Wednesday, February 5, 2025

A Second Night at the Walsh Gallery, "To See This Place: Awakening to Our Common Home" -- This Time with Graduate Students Before They Read Ann E. Burg's FLOODED

One of the highlights over the years of teaching at Fairfield University is the special collaborations with the Bellarmine Museum, the Walsh Gallery, and their staff's expertise and vision. CWP-Fairfield and my classes have benefited from their work during Spring, Summer, and Fall semesters, as art often incites a wonderful connection to writing (and visual literacy). Their exhibit, "To See This Place: Awakening to Our Common Home" features three artists and their artistic reaction to climate change. The prompts given to the students, as well as Michelle DiMarzo's discussion, was a perfect way to kick-off Beers & Probst ideas about what a text purports, as well as Rosenblatt's Reader Response Theory. 

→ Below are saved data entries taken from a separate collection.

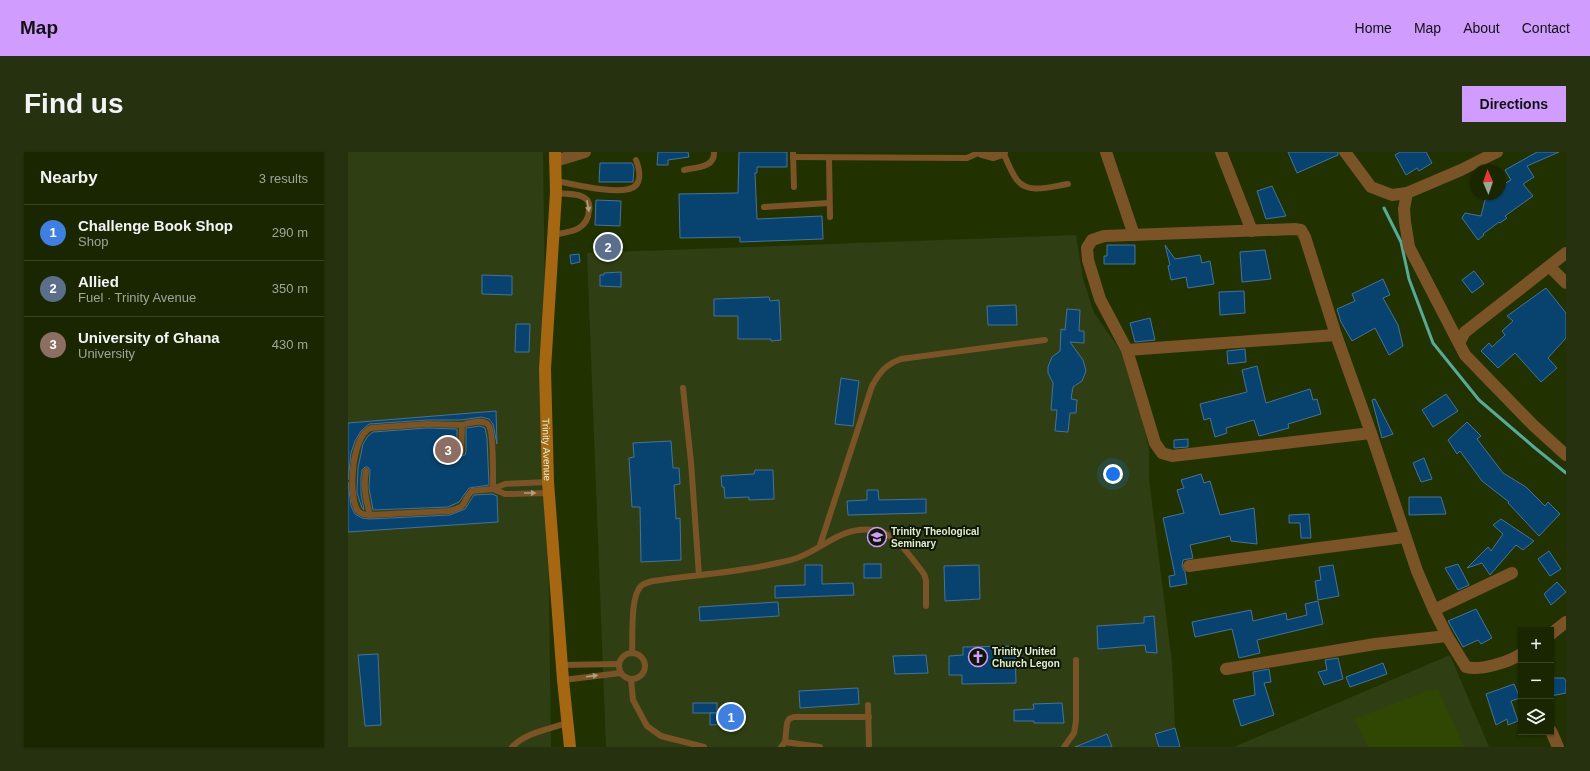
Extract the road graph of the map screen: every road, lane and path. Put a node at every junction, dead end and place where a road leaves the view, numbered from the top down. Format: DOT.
graph roads {
  1 [pos="585,152"];
  2 [pos="714,152"];
  3 [pos="981,152"];
  4 [pos="1002,152"];
  5 [pos="1106,152"];
  6 [pos="1221,152"];
  7 [pos="1345,152"];
  8 [pos="1491,154"];
  9 [pos="793,155"];
  10 [pos="555,156"];
  11 [pos="829,158"];
  12 [pos="636,160"];
  13 [pos="684,170"];
  14 [pos="1068,184"];
  15 [pos="556,187"];
  16 [pos="794,187"];
  17 [pos="1407,193"];
  18 [pos="829,202"];
  19 [pos="764,206"];
  20 [pos="830,217"];
  21 [pos="1252,231"];
  22 [pos="552,235"];
  23 [pos="1134,235"];
  24 [pos="1566,253"];
  25 [pos="1550,267"];
  26 [pos="1566,283"];
  27 [pos="1336,335"];
  28 [pos="1045,340"];
  29 [pos="1459,343"];
  30 [pos="1127,350"];
  31 [pos="683,388"];
  32 [pos="462,425"];
  33 [pos="1371,433"];
  34 [pos="461,452"];
  35 [pos="1566,456"];
  36 [pos="366,471"];
  37 [pos="548,488"];
  38 [pos="493,489"];
  39 [pos="370,515"];
  40 [pos="1405,538"];
  41 [pos="820,545"];
  42 [pos="1189,566"];
  43 [pos="1512,573"];
  44 [pos="699,575"];
  45 [pos="926,606"];
  46 [pos="1434,610"];
  47 [pos="1566,622"];
  48 [pos="1554,632"];
  49 [pos="1447,636"];
  50 [pos="632,653"];
  51 [pos="1518,658"];
  52 [pos="1076,660"];
  53 [pos="619,664"];
  54 [pos="562,666"];
  55 [pos="1226,670"];
  56 [pos="621,673"];
  57 [pos="631,679"];
  58 [pos="562,680"];
  59 [pos="868,705"];
  60 [pos="869,717"];
  61 [pos="567,723"];
  62 [pos="1553,735"];
  63 [pos="783,744"];
  64 [pos="512,747"];
  65 [pos="570,747"];
  66 [pos="704,747"];
  67 [pos="820,747"];
  68 [pos="869,747"];
  69 [pos="1064,747"];
  70 [pos="1558,747"];
  1 -- 10 [label="street"];
  2 -- 13 [label="lane"];
  3 -- 4 [label="street"];
  3 -- 11 [label="lane"];
  4 -- 14 [label="lane"];
  5 -- 23 [label="street"];
  6 -- 21 [label="street"];
  7 -- 17 [label="street"];
  8 -- 17 [label="street"];
  9 -- 11 [label="lane"];
  9 -- 16 [label="lane"];
  10 -- 15 [label="street, Trinity Avenue"];
  11 -- 18 [label="lane"];
  12 -- 15 [label="lane"];
  15 -- 22 [label="street, Trinity Avenue"];
  15 -- 22 [label="lane, one-way"];
  17 -- 29 [label="street"];
  18 -- 19 [label="lane"];
  18 -- 20 [label="lane"];
  21 -- 23 [label="street"];
  21 -- 27 [label="street"];
  22 -- 37 [label="street, Trinity Avenue"];
  23 -- 30 [label="street"];
  24 -- 25 [label="street"];
  25 -- 26 [label="street"];
  25 -- 29 [label="street"];
  27 -- 30 [label="street"];
  27 -- 33 [label="street"];
  28 -- 41 [label="lane"];
  29 -- 35 [label="street"];
  30 -- 33 [label="street"];
  31 -- 44 [label="lane"];
  32 -- 34 [label="lane"];
  32 -- 38 [label="lane"];
  32 -- 39 [label="lane"];
  33 -- 40 [label="street"];
  36 -- 39 [label="lane"];
  37 -- 38 [label="lane"];
  38 -- 37 [label="lane, one-way"];
  37 -- 54 [label="street, Trinity Avenue"];
  38 -- 39 [label="lane"];
  40 -- 42 [label="street"];
  40 -- 46 [label="street"];
  41 -- 44 [label="lane"];
  41 -- 45 [label="lane"];
  43 -- 46 [label="street"];
  44 -- 50 [label="lane"];
  46 -- 49 [label="street"];
  47 -- 48 [label="street"];
  49 -- 51 [label="street"];
  49 -- 55 [label="street"];
  50 -- 53 [label="lane"];
  50 -- 57 [label="lane"];
  52 -- 69 [label="lane"];
  53 -- 54 [label="lane"];
  53 -- 56 [label="lane"];
  54 -- 58 [label="street, Trinity Avenue"];
  56 -- 57 [label="lane"];
  58 -- 56 [label="lane, one-way"];
  57 -- 66 [label="lane"];
  58 -- 61 [label="street, Trinity Avenue"];
  59 -- 60 [label="lane"];
  60 -- 63 [label="lane"];
  60 -- 68 [label="lane"];
  61 -- 64 [label="lane"];
  61 -- 65 [label="street, Trinity Avenue"];
  62 -- 70 [label="street"];
  63 -- 67 [label="lane"];
}
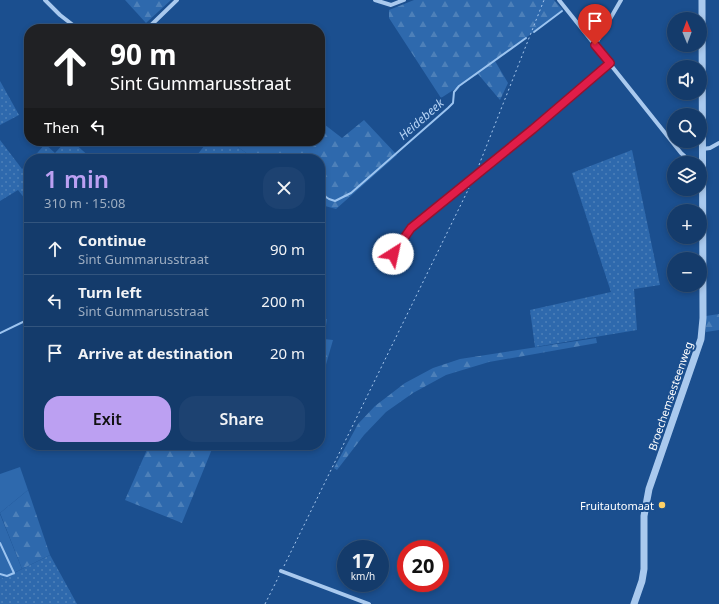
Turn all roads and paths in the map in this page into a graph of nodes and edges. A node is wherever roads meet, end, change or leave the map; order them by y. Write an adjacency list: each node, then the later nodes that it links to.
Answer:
1 (45, 0): 9 (street)
2 (177, 0): 10 (street)
3 (375, 0): 4 (street)
4 (404, 0)
5 (544, 0): 17 (path)
6 (559, 0): 11 (street)
7 (621, 0): 11 (street)
8 (702, 0): 14 (street, Broechemsesteenweg)
9 (72, 24)
10 (152, 24)
11 (595, 45): 12 (street)
12 (610, 63): 15 (street); 17 (street)
13 (719, 143): 14 (street)
14 (703, 149): 16 (street, Broechemsesteenweg)
15 (684, 156)
16 (703, 156)
17 (476, 175): 19 (street)
18 (470, 186): 22 (path)
19 (456, 191): 21 (lane)
20 (703, 196): 25 (street, Broechemsesteenweg)
21 (393, 254)
22 (281, 572): 23 (path); 24 (street)
23 (264, 604)
24 (369, 604)
25 (634, 604)

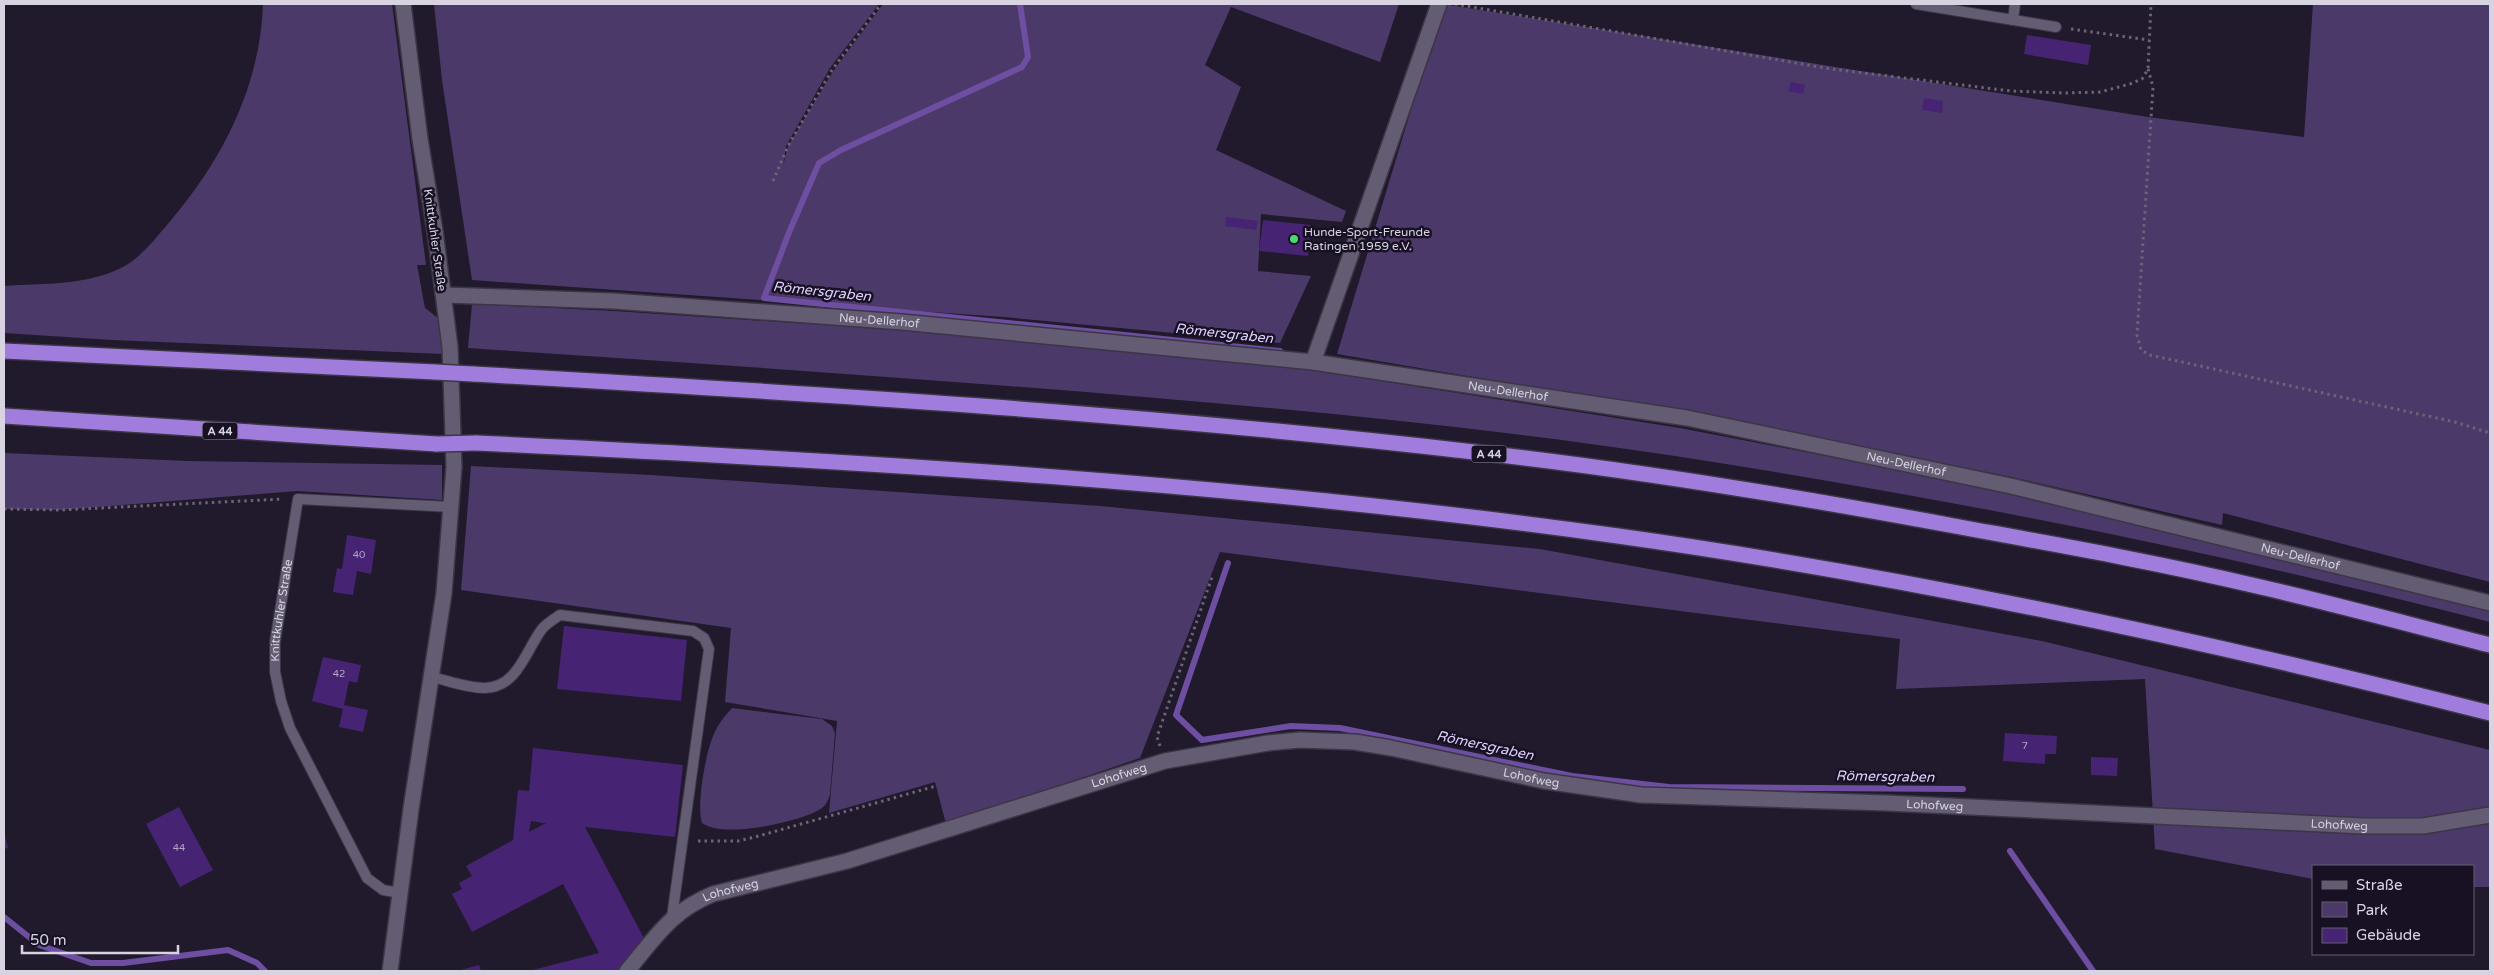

As always, I overplayed and got to 1/20th of what I hoped to accomplish, but I still believe in community, sharing, and bringing humans together to discuss ideas. I don't want it to be Bryan on the stage, but rather students staging themselves with their expertise. Sometimes, the conversations are more fruitful than what I had planned anyway. It's just I feel compelled to get the research citations in there so they know that how I go at instruction isn't some sort of whim. 

This morning I'm heading to Hill Central for World Read Aloud Day and to work with 4th and 5th grade classrooms. I only have an hour to give them, and I'm bringing students, so it should be a lot of fun. 

Temperatures have dropped once more and writing projects accumulate, so we'll see where the rest of the day goes forward. I keep saying to myself I can only control the spaces I occupy, the students who I can reach, and the people I love and will continue to love. All of what is happening is alarming, but it was promised, so this is where we are. The votes came in. Now I hope that intellect, law, knowledge, and history fight back. Only time will tell. 

And with that, I'm on the road again.